Pregnancy and lactation

Adequate and well controlled clinical studies on the safety of the drug during pregnancy has not been carried out.

Application Baraklyuda during pregnancy only in cases where the expected benefits of therapy to the mother justifies the potential risk to the fetus. Data on the penetration of entecavir in human milk is not.

Using the drug breastfeeding is not recommended.

Use in hepatic dysfunction

In patients with hepatic impairment dose adjustment of entecavir is not required.

Use in renal impairment

In patients with renal failure the clearance of entecavir decreases with KK. With CC <50 ml / min, including patients in hemodialysis and long-term ambulatory peritoneal dialysis, recommended dosage adjustment Baraklyuda.


In the treatment of nucleoside analogues, alone and in combination with antiretroviral drugs are described cases of lactic acidosis and severe hepatomegaly with steatosis, leading sometimes to death of the patient. There are cases of acute hepatitis B after discontinuation of antiviral therapy, including entecavir. Most of these exacerbations were held without treatment. However, there may develop severe exacerbations, including fatal.
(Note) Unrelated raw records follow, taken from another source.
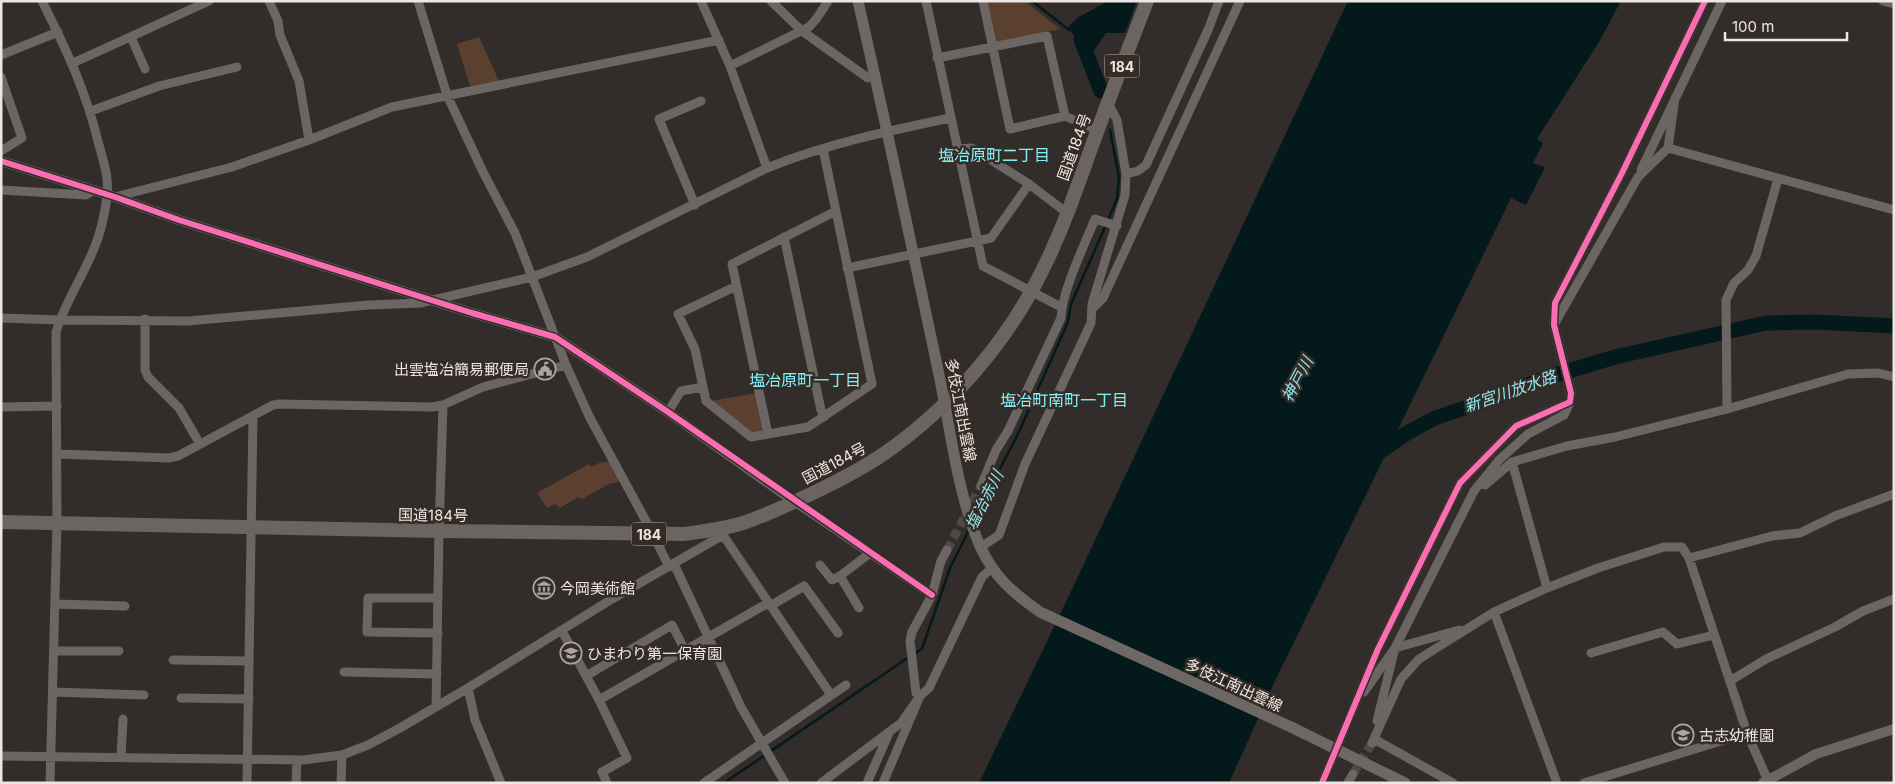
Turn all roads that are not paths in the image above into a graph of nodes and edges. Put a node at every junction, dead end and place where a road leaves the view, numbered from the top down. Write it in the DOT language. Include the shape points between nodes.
graph roads {
  1 [pos="42,1"];
  2 [pos="209,1"];
  3 [pos="268,1"];
  4 [pos="418,1"];
  5 [pos="701,1"];
  6 [pos="771,1"];
  7 [pos="828,1"];
  8 [pos="858,1"];
  9 [pos="926,1"];
  10 [pos="983,1"];
  11 [pos="1147,1"];
  12 [pos="1219,1"];
  13 [pos="1240,1"];
  14 [pos="1705,1"];
  15 [pos="1722,1"];
  16 [pos="1883,1"];
  17 [pos="1894,4"];
  18 [pos="802,31"];
  19 [pos="58,32"];
  20 [pos="131,37"];
  21 [pos="719,40"];
  22 [pos="992,47"];
  23 [pos="1,54"];
  24 [pos="937,58"];
  25 [pos="73,63"];
  26 [pos="730,66"];
  27 [pos="237,68"];
  28 [pos="146,69"];
  29 [pos="1,77"];
  30 [pos="868,78"];
  31 [pos="447,95"];
  32 [pos="1675,98"];
  33 [pos="701,101"];
  34 [pos="1108,103"];
  35 [pos="91,111"];
  36 [pos="1066,116"];
  37 [pos="950,118"];
  38 [pos="1097,130"];
  39 [pos="888,131"];
  40 [pos="309,140"];
  41 [pos="1668,148"];
  42 [pos="823,149"];
  43 [pos="957,149"];
  44 [pos="1,152"];
  45 [pos="1,161"];
  46 [pos="768,168"];
  47 [pos="1126,174"];
  48 [pos="1638,177"];
  49 [pos="1778,179"];
  50 [pos="1029,184"];
  51 [pos="1,190"];
  52 [pos="94,190"];
  53 [pos="111,196"];
  54 [pos="695,205"];
  55 [pos="1894,210"];
  56 [pos="836,211"];
  57 [pos="1067,213"];
  58 [pos="1109,223"];
  59 [pos="784,237"];
  60 [pos="976,241"];
  61 [pos="913,254"];
  62 [pos="847,268"];
  63 [pos="532,277"];
  64 [pos="736,288"];
  65 [pos="1031,292"];
  66 [pos="432,300"];
  67 [pos="1061,308"];
  68 [pos="1092,309"];
  69 [pos="1,318"];
  70 [pos="145,319"];
  71 [pos="60,320"];
  72 [pos="1554,325"];
  73 [pos="555,337"];
  74 [pos="566,365"];
  75 [pos="1894,377"];
  76 [pos="703,387"];
  77 [pos="1570,402"];
  78 [pos="946,404"];
  79 [pos="443,405"];
  80 [pos="57,406"];
  81 [pos="1,407"];
  82 [pos="1727,409"];
  83 [pos="668,412"];
  84 [pos="252,416"];
  85 [pos="824,416"];
  86 [pos="768,434"];
  87 [pos="200,444"];
  88 [pos="57,454"];
  89 [pos="1512,462"];
  90 [pos="981,486"];
  91 [pos="1474,491"];
  92 [pos="1894,494"];
  93 [pos="795,502"];
  94 [pos="1,522"];
  95 [pos="57,523"];
  96 [pos="251,527"];
  97 [pos="439,531"];
  98 [pos="723,532"];
  99 [pos="653,534"];
  100 [pos="981,547"];
  101 [pos="947,550"];
  102 [pos="870,553"];
  103 [pos="1689,558"];
  104 [pos="820,564"];
  105 [pos="671,566"];
  106 [pos="992,568"];
  107 [pos="840,576"];
  108 [pos="1547,588"];
  109 [pos="932,595"];
  110 [pos="438,598"];
  111 [pos="1894,600"];
  112 [pos="55,604"];
  113 [pos="769,605"];
  114 [pos="124,606"];
  115 [pos="859,608"];
  116 [pos="1494,612"];
  117 [pos="1470,627"];
  118 [pos="562,630"];
  119 [pos="838,633"];
  120 [pos="438,634"];
  121 [pos="1714,635"];
  122 [pos="708,638"];
  123 [pos="1395,648"];
  124 [pos="685,650"];
  125 [pos="54,651"];
  126 [pos="119,651"];
  127 [pos="1591,653"];
  128 [pos="173,660"];
  129 [pos="249,661"];
  130 [pos="344,672"];
  131 [pos="438,674"];
  132 [pos="586,676"];
  133 [pos="1730,681"];
  134 [pos="846,685"];
  135 [pos="468,688"];
  136 [pos="53,692"];
  137 [pos="144,695"];
  138 [pos="831,695"];
  139 [pos="920,696"];
  140 [pos="181,698"];
  141 [pos="249,699"];
  142 [pos="599,700"];
  143 [pos="1355,704"];
  144 [pos="436,707"];
  145 [pos="122,719"];
  146 [pos="1894,730"];
  147 [pos="889,733"];
  148 [pos="1747,733"];
  149 [pos="1374,739"];
  150 [pos="762,744"];
  151 [pos="1336,748"];
  152 [pos="342,755"];
  153 [pos="1,756"];
  154 [pos="50,756"];
  155 [pos="121,757"];
  156 [pos="247,760"];
  157 [pos="296,760"];
  158 [pos="1353,774"];
  159 [pos="1766,782"];
  160 [pos="50,783"];
  161 [pos="246,783"];
  162 [pos="296,783"];
  163 [pos="341,783"];
  164 [pos="501,783"];
  165 [pos="607,783"];
  166 [pos="704,783"];
  167 [pos="785,783"];
  168 [pos="821,783"];
  169 [pos="867,783"];
  170 [pos="883,783"];
  171 [pos="1322,783"];
  172 [pos="1348,783"];
  173 [pos="1405,783"];
  174 [pos="1453,783"];
  175 [pos="1557,783"];
  176 [pos="1584,783"];
  1 -- 19 [label="street"];
  2 -- 20 [label="street"];
  3 -- 40 [label="street" via="298,82"];
  4 -- 31 [label="street"];
  5 -- 21 [label="street"];
  6 -- 18 [label="street"];
  7 -- 18 [label="street" via="818,18"];
  8 -- 39 [label="main road, 多伎江南出雲線"];
  9 -- 24 [label="street"];
  10 -- 22 [label="street"];
  11 -- 34 [label="highway, 国道184号 / 184"];
  12 -- 47 [label="street" via="1146,164 1138,171"];
  13 -- 68 [label="street" via="1103,298"];
  14 -- 72 [label="street" via="1555,303"];
  15 -- 32 [label="street"];
  16 -- 17 [label="street"];
  18 -- 26 [label="street"];
  18 -- 30 [label="street"];
  19 -- 23 [label="street"];
  19 -- 25 [label="street"];
  20 -- 25 [label="street"];
  20 -- 28 [label="street"];
  21 -- 26 [label="street"];
  21 -- 31 [label="street"];
  22 -- 24 [label="street"];
  22 -- 36 [label="street" via="1047,36"];
  22 -- 36 [label="street" via="1010,129"];
  24 -- 37 [label="street"];
  25 -- 35 [label="street"];
  26 -- 46 [label="street"];
  27 -- 35 [label="street" via="159,86"];
  29 -- 44 [label="street" via="22,138"];
  31 -- 40 [label="street" via="392,107"];
  31 -- 63 [label="street" via="515,233"];
  32 -- 41 [label="street"];
  32 -- 48 [label="street"];
  33 -- 54 [label="street" via="659,119"];
  34 -- 38 [label="highway, 国道184号 / 184"];
  34 -- 47 [label="street" via="1117,120"];
  35 -- 53 [label="street"];
  36 -- 38 [label="street"];
  37 -- 39 [label="street"];
  37 -- 43 [label="street"];
  38 -- 57 [label="highway, 国道184号 / 184"];
  39 -- 42 [label="street"];
  39 -- 61 [label="main road, 多伎江南出雲線"];
  40 -- 53 [label="street" via="232,167"];
  41 -- 48 [label="street"];
  41 -- 49 [label="street"];
  42 -- 46 [label="street"];
  42 -- 56 [label="street"];
  43 -- 50 [label="street" via="972,148"];
  43 -- 60 [label="street"];
  45 -- 52 [label="street"];
  46 -- 54 [label="street"];
  47 -- 58 [label="street" via="1125,196"];
  48 -- 72 [label="street"];
  49 -- 55 [label="street"];
  49 -- 82 [label="street" via="1756,256 1748,270 1734,283 1726,300"];
  50 -- 57 [label="street"];
  50 -- 60 [label="street" via="996,233 991,238"];
  51 -- 52 [label="street" via="86,195"];
  52 -- 53 [label="street"];
  53 -- 66 [label="street"];
  53 -- 71 [label="street" via="98,238"];
  54 -- 63 [label="street" via="587,257"];
  56 -- 59 [label="street"];
  56 -- 62 [label="street"];
  57 -- 65 [label="highway, 国道184号 / 184"];
  58 -- 67 [label="street" via="1095,219"];
  58 -- 68 [label="street"];
  59 -- 64 [label="street" via="732,264"];
  59 -- 85 [label="street"];
  60 -- 61 [label="street"];
  60 -- 65 [label="street" via="983,266"];
  61 -- 62 [label="street"];
  61 -- 78 [label="main road, 多伎江南出雲線"];
  62 -- 85 [label="street" via="872,384"];
  63 -- 66 [label="street"];
  63 -- 73 [label="street"];
  64 -- 76 [label="street" via="678,314 695,349"];
  64 -- 86 [label="street"];
  65 -- 67 [label="street"];
  65 -- 78 [label="highway, 国道184号 / 184" via="995,346"];
  66 -- 70 [label="street" via="188,321"];
  66 -- 73 [label="street"];
  67 -- 90 [label="street" via="1061,318"];
  68 -- 100 [label="street" via="1091,323 1026,464 999,535"];
  69 -- 71 [label="street"];
  70 -- 71 [label="street"];
  70 -- 87 [label="street" via="144,370 178,408"];
  71 -- 80 [label="street" via="56,332"];
  72 -- 77 [label="street" via="1571,392"];
  73 -- 74 [label="street"];
  73 -- 83 [label="street"];
  74 -- 79 [label="street" via="483,387"];
  74 -- 99 [label="street" via="589,416"];
  75 -- 82 [label="street" via="1878,373 1848,374"];
  76 -- 83 [label="street" via="681,391"];
  76 -- 86 [label="street" via="706,401 750,437"];
  77 -- 91 [label="street" via="1564,414 1528,434 1499,460"];
  77 -- 143 [label="street" via="1516,426 1460,483 1378,649"];
  78 -- 93 [label="highway, 国道184号 / 184" via="885,453 852,474"];
  78 -- 100 [label="main road, 多伎江南出雲線" via="958,475 969,518"];
  79 -- 84 [label="street" via="280,404"];
  79 -- 97 [label="street"];
  80 -- 81 [label="street"];
  80 -- 88 [label="street"];
  82 -- 89 [label="street"];
  83 -- 93 [label="street"];
  84 -- 87 [label="street"];
  84 -- 96 [label="street"];
  85 -- 86 [label="street" via="808,427"];
  87 -- 88 [label="street" via="169,458"];
  88 -- 95 [label="street"];
  89 -- 91 [label="street"];
  89 -- 108 [label="street"];
  91 -- 123 [label="street"];
  92 -- 103 [label="street" via="1800,532 1750,541"];
  93 -- 98 [label="highway, 国道184号 / 184"];
  93 -- 102 [label="street"];
  94 -- 95 [label="highway, 国道184号 / 184"];
  95 -- 96 [label="highway, 国道184号 / 184"];
  95 -- 112 [label="street"];
  96 -- 97 [label="highway, 国道184号 / 184"];
  96 -- 129 [label="street"];
  97 -- 99 [label="highway, 国道184号 / 184"];
  97 -- 110 [label="street"];
  98 -- 99 [label="highway, 国道184号 / 184"];
  98 -- 105 [label="street"];
  98 -- 113 [label="street"];
  99 -- 105 [label="street"];
  100 -- 106 [label="main road, 多伎江南出雲線"];
  101 -- 109 [label="street"];
  102 -- 107 [label="street"];
  102 -- 109 [label="street"];
  103 -- 108 [label="street" via="1682,547 1664,547"];
  103 -- 121 [label="street"];
  104 -- 107 [label="street" via="832,580"];
  105 -- 118 [label="street"];
  105 -- 122 [label="street"];
  106 -- 139 [label="street" via="982,577 928,688"];
  106 -- 151 [label="main road, 多伎江南出雲線" via="1014,593 1040,612"];
  107 -- 115 [label="street"];
  108 -- 116 [label="street"];
  109 -- 139 [label="street" via="910,641 916,693"];
  110 -- 120 [label="street"];
  110 -- 120 [label="street" via="368,598 368,632"];
  111 -- 133 [label="street" via="1863,611 1766,659"];
  112 -- 114 [label="street"];
  112 -- 125 [label="street"];
  113 -- 119 [label="street" via="804,586"];
  113 -- 122 [label="street"];
  113 -- 138 [label="street"];
  116 -- 117 [label="street"];
  116 -- 175 [label="street"];
  117 -- 123 [label="street"];
  117 -- 149 [label="street" via="1419,659 1401,679"];
  118 -- 132 [label="street"];
  118 -- 135 [label="street"];
  120 -- 131 [label="street"];
  121 -- 127 [label="street" via="1677,644 1663,632"];
  121 -- 133 [label="street"];
  122 -- 124 [label="street"];
  122 -- 150 [label="street"];
  123 -- 143 [label="street"];
  123 -- 149 [label="street" via="1372,743"];
  124 -- 132 [label="street" via="672,625"];
  124 -- 142 [label="street"];
  125 -- 126 [label="street"];
  125 -- 136 [label="street"];
  128 -- 129 [label="street"];
  129 -- 141 [label="street"];
  130 -- 131 [label="street"];
  131 -- 144 [label="street"];
  132 -- 142 [label="street"];
  133 -- 148 [label="street"];
  134 -- 138 [label="street"];
  135 -- 144 [label="street"];
  135 -- 164 [label="street" via="475,720"];
  136 -- 137 [label="street"];
  136 -- 154 [label="street"];
  138 -- 150 [label="street"];
  139 -- 147 [label="street" via="901,723"];
  139 -- 170 [label="street"];
  140 -- 141 [label="street"];
  141 -- 156 [label="street"];
  142 -- 165 [label="street" via="627,758 602,772"];
  143 -- 151 [label="street"];
  144 -- 152 [label="street" via="368,745"];
  145 -- 155 [label="street"];
  146 -- 159 [label="street" via="1816,754"];
  147 -- 168 [label="street"];
  147 -- 169 [label="street"];
  148 -- 159 [label="street"];
  148 -- 176 [label="street"];
  149 -- 174 [label="street"];
  150 -- 166 [label="street"];
  150 -- 167 [label="street"];
  151 -- 171 [label="street"];
  151 -- 173 [label="main road, 多伎江南出雲線"];
  152 -- 157 [label="street"];
  152 -- 163 [label="street"];
  153 -- 154 [label="street"];
  154 -- 155 [label="street"];
  154 -- 160 [label="street"];
  155 -- 156 [label="street"];
  156 -- 157 [label="street"];
  156 -- 161 [label="street"];
  157 -- 162 [label="street"];
  158 -- 172 [label="street"];
}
The causal relationship between these exacerbations with the abolition of therapy has not been established. After discontinuation of treatment should be periodically monitor liver function.

If necessary, antiviral therapy may be resumed. Safety and efficacy of entecavir in patients who underwent liver transplantation, are unknown.

Should carefully monitor renal function before and during treatment with entecavir in patients who underwent liver transplantation and receiving immunosuppressive drugs, which may affect renal function, such as cyclosporine and tacrolimus.


Entecavir overdose cases are not registered.

Treatment: with an overdose requires careful medical supervision of a medical condition and if necessary, standard supportive therapy.

Drug Interactions

Since entecavir is excreted mainly by the kidneys, while the introduction of entecavir and drugs that cause impaired renal function or compete at the level of tubular secretion may increase serum concentrations of entecavir and these drugs.

When concomitant administration of entecavir with lamivudine, adefovir or tenofovir is not revealed clinically significant drug interactions. Interaction of entecavir with other drugs that affect the kidneys or kidney function, has not been studied. When concomitant administration of entecavir with such drugs the patient requires careful medical supervision.

Conditions and terms of

The drug should be stored in a place inaccessible to children at a temperature not exceeding 25 ° C. Shelf life - 2 years.